Section in Partition II

 

| <type> &

13.4.2

 

| <type> *

13.4.1

A pointer type shall be defined by specifying a signature that includes the type for the location it points at. A pointer may be managed (reported to the CLI garbage collector, denoted by &; see Partition II, section 13.4.2) or unmanaged (not reported, denoted by *; see Partition II, section 13.4.1).

Pointers may contain the address of a field (of an object or value type) or an element of an array. Pointers differ from object references in that they do not point to an entire type instance, but rather to the interior of an instance. The CLI provides two typesafe operations on pointers:

  • Loading the value from the location referenced by the pointer

  • Storing an assignment compatible value into the location referenced by the pointer

For pointers into the same array or object (see Partition I, section 8.9.2), the following arithmetic operations are supported:

  • Adding an integer value to a pointer, where that value is interpreted as a number of bytes, results in a pointer of the same kind.

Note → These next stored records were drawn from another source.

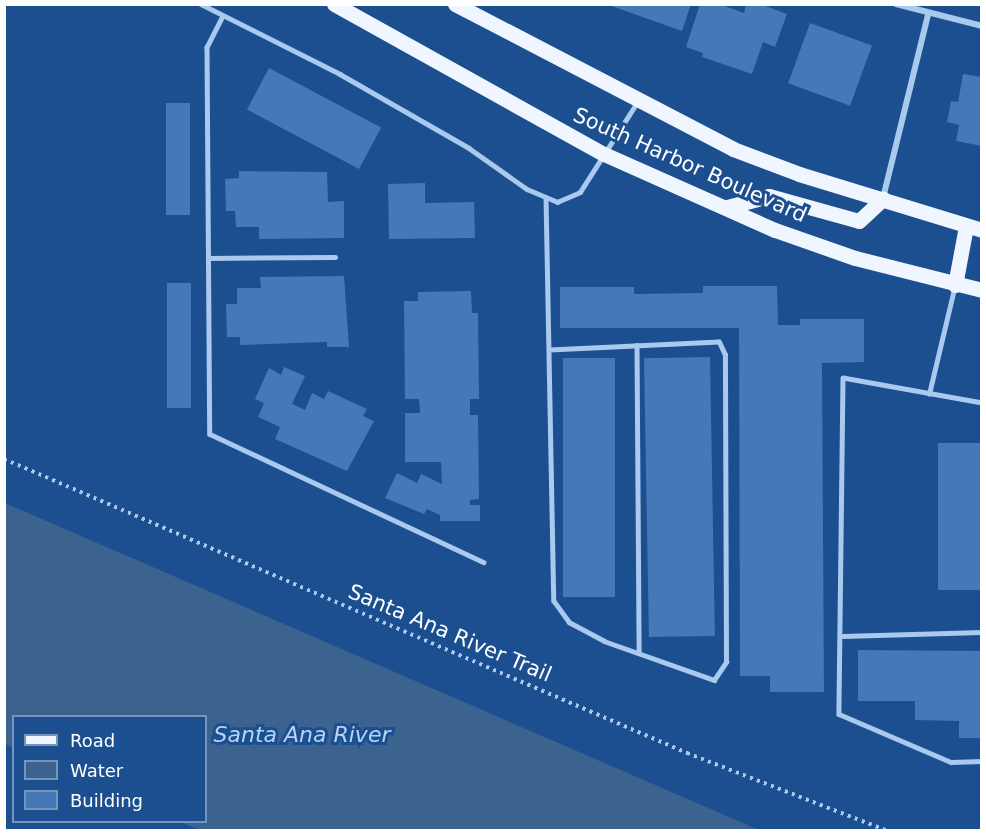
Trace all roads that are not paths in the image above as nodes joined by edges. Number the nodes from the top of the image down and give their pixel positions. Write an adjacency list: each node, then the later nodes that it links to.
1 (201, 4): 6 (lane)
2 (334, 4): 9 (main road, South Harbor Boulevard)
3 (455, 4): 8 (main road, South Harbor Boulevard)
4 (896, 4): 5 (street)
5 (928, 15): 7 (street); 11 (street)
6 (223, 16): 10 (lane); 15 (lane)
7 (981, 26)
8 (639, 101): 9 (lane); 11 (main road, South Harbor Boulevard)
9 (604, 154): 10 (lane); 12 (main road, South Harbor Boulevard)
10 (546, 197): 19 (lane)
11 (883, 199): 12 (main road); 13 (main road, South Harbor Boulevard)
12 (727, 207): 16 (main road, South Harbor Boulevard)
13 (974, 228): 16 (main road)
14 (335, 257): 15 (lane)
15 (208, 258): 22 (lane)
16 (955, 285): 17 (main road, South Harbor Boulevard); 20 (lane)
17 (981, 290)
18 (637, 345): 19 (lane); 25 (lane); 25 (lane)
19 (549, 350): 25 (lane)
20 (929, 394): 21 (lane); 24 (lane)
21 (981, 403)
22 (483, 562)
23 (981, 632): 24 (lane)
24 (843, 636): 26 (lane)
25 (639, 653)
26 (981, 761)

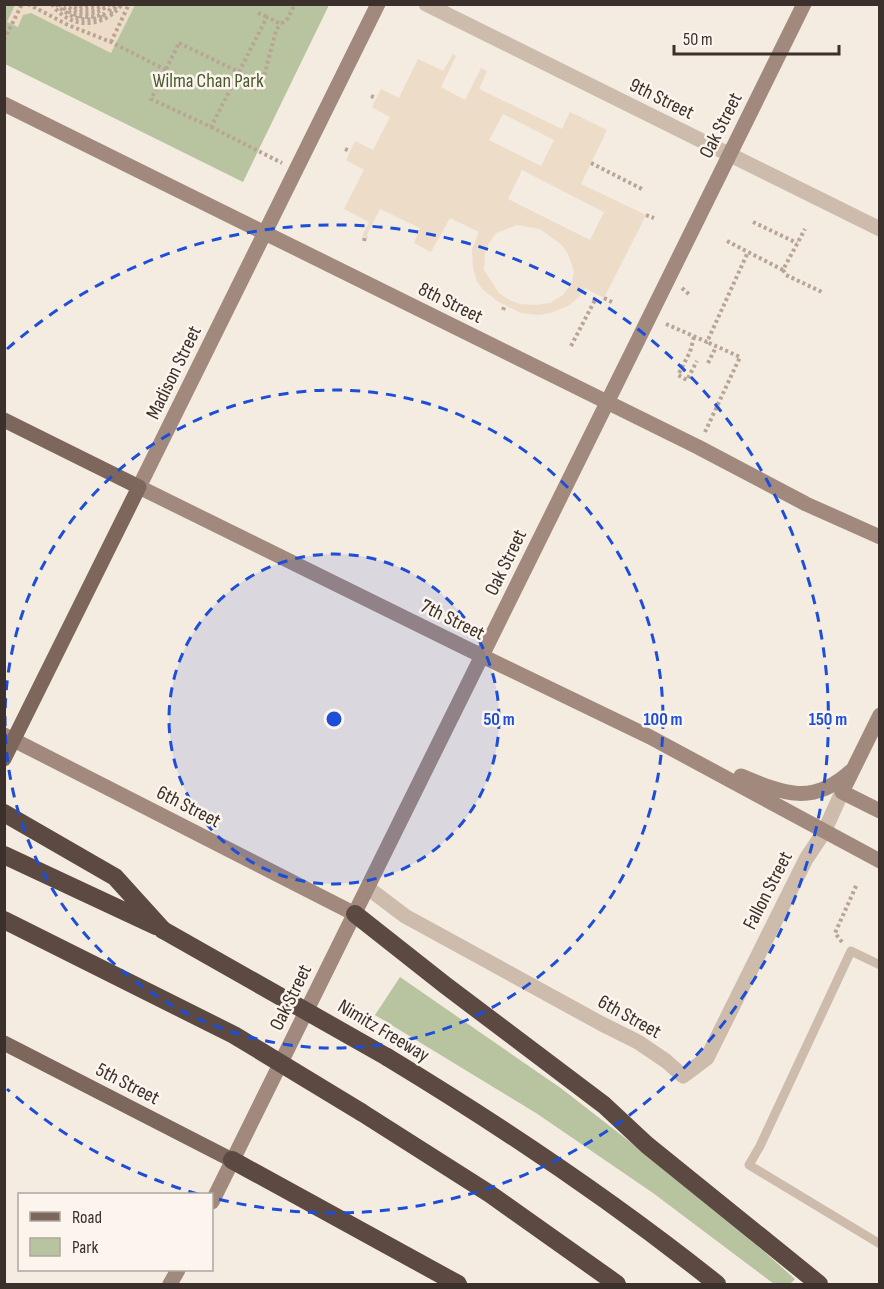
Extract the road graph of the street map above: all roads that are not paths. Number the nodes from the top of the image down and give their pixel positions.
1 (378, 4) edge
2 (426, 4) edge
3 (804, 4) edge
4 (4, 104) edge
5 (729, 155) junction
6 (879, 229) edge
7 (265, 233) junction
8 (607, 402) junction
9 (4, 420) edge
10 (139, 487) junction
11 (879, 537) edge
12 (482, 657) junction
13 (879, 715) edge
14 (9, 737) edge
15 (650, 737) junction
16 (4, 759) edge
17 (851, 771) junction
18 (842, 792) junction
19 (879, 811) edge
20 (4, 813) edge
21 (824, 832) junction
22 (4, 855) edge
23 (879, 861) edge
24 (368, 888) junction
25 (355, 914) junction
26 (4, 920) edge
27 (163, 930) junction
28 (879, 966) edge
29 (4, 1043) edge
30 (683, 1076) joint
31 (232, 1160) junction
32 (213, 1200) edge
33 (879, 1244) edge
34 (458, 1284) edge
35 (617, 1284) edge
36 (717, 1284) edge
37 (819, 1284) edge

1 - 7 main road, Madison Street
2 - 5 street, 9th Street
3 - 5 main road, Oak Street
4 - 7 main road, 8th Street
5 - 6 street, 9th Street
5 - 8 main road, Oak Street
7 - 8 main road, 8th Street
7 - 10 main road, Madison Street
8 - 11 main road, 8th Street
8 - 12 main road, Oak Street
9 - 10 main road, 7th Street
10 - 12 main road, 7th Street
10 - 14 main road, Madison Street
12 - 15 main road, 7th Street
12 - 24 main road, Oak Street
13 - 17 main road, Fallon Street
14 - 16 main road, Madison Street
14 - 25 main road, 6th Street
15 - 17 main road
15 - 21 main road, 7th Street
17 - 18 main road, Fallon Street
18 - 19 main road
18 - 21 street, Fallon Street
20 - 27 highway
21 - 23 main road, 7th Street
21 - 30 street, Fallon Street
22 - 27 highway, Nimitz Freeway
24 - 25 main road, Oak Street
24 - 30 street, 6th Street
25 - 31 main road, Oak Street
25 - 37 highway
26 - 35 highway, bridge
27 - 36 highway, Nimitz Freeway, bridge
28 - 33 lane
29 - 31 main road, 5th Street
31 - 32 main road, Oak Street
31 - 34 highway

  • Subtracting an integer value (number of bytes) from a pointer results in a pointer of the same kind. Note that subtracting a pointer from an integer value is not permitted.

  • Two pointers, regardless of kind, can be subtracted from one another, producing an integer value that specifies the number of bytes between the addresses they reference.

The following is informative text.


Pointers are compatible with unsigned int32 on 32-bit architectures, and with unsigned int64 on 64-bit architectures. They are best considered as unsigned int, whose size varies depending upon the runtime machine architecture.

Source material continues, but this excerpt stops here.